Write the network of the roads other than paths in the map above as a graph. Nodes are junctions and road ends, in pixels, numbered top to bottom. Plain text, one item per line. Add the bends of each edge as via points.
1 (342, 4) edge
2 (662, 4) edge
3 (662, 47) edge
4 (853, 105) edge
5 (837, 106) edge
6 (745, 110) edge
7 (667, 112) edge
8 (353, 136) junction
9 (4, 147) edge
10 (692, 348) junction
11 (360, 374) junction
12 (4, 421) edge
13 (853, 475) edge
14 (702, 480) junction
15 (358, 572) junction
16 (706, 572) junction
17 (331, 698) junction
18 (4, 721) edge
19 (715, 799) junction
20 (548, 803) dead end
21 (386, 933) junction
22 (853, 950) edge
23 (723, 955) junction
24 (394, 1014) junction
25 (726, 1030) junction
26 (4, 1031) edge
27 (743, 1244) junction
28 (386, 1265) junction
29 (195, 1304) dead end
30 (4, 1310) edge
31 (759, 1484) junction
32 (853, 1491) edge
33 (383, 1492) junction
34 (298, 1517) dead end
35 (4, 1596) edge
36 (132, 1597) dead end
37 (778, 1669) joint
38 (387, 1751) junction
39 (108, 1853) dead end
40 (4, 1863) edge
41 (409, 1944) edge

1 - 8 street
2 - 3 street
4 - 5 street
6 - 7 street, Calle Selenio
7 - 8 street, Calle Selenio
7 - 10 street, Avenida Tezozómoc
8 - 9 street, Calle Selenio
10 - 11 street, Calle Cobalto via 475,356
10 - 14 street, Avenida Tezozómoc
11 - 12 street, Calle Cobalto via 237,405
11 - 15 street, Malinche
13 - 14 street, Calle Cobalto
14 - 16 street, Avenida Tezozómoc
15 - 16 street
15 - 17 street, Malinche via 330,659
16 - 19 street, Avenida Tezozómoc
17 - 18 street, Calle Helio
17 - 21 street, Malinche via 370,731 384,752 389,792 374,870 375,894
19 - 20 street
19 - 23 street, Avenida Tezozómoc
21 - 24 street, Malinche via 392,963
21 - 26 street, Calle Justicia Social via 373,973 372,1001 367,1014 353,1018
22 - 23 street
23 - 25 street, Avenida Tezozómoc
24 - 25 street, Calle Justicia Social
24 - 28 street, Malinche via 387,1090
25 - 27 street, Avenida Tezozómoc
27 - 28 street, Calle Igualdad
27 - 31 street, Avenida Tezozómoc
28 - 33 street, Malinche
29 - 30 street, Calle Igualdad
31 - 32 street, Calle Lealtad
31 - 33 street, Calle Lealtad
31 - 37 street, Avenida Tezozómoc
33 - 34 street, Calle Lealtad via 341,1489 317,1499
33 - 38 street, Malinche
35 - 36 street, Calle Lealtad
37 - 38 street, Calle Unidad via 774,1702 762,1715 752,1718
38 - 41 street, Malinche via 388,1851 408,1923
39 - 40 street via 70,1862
::::::::
#### What you are asked to do
Copy out all lines of the listing where the word "Justicia" appears.

#### Response box
21 - 26 street, Calle Justicia Social via 373,973 372,1001 367,1014 353,1018
24 - 25 street, Calle Justicia Social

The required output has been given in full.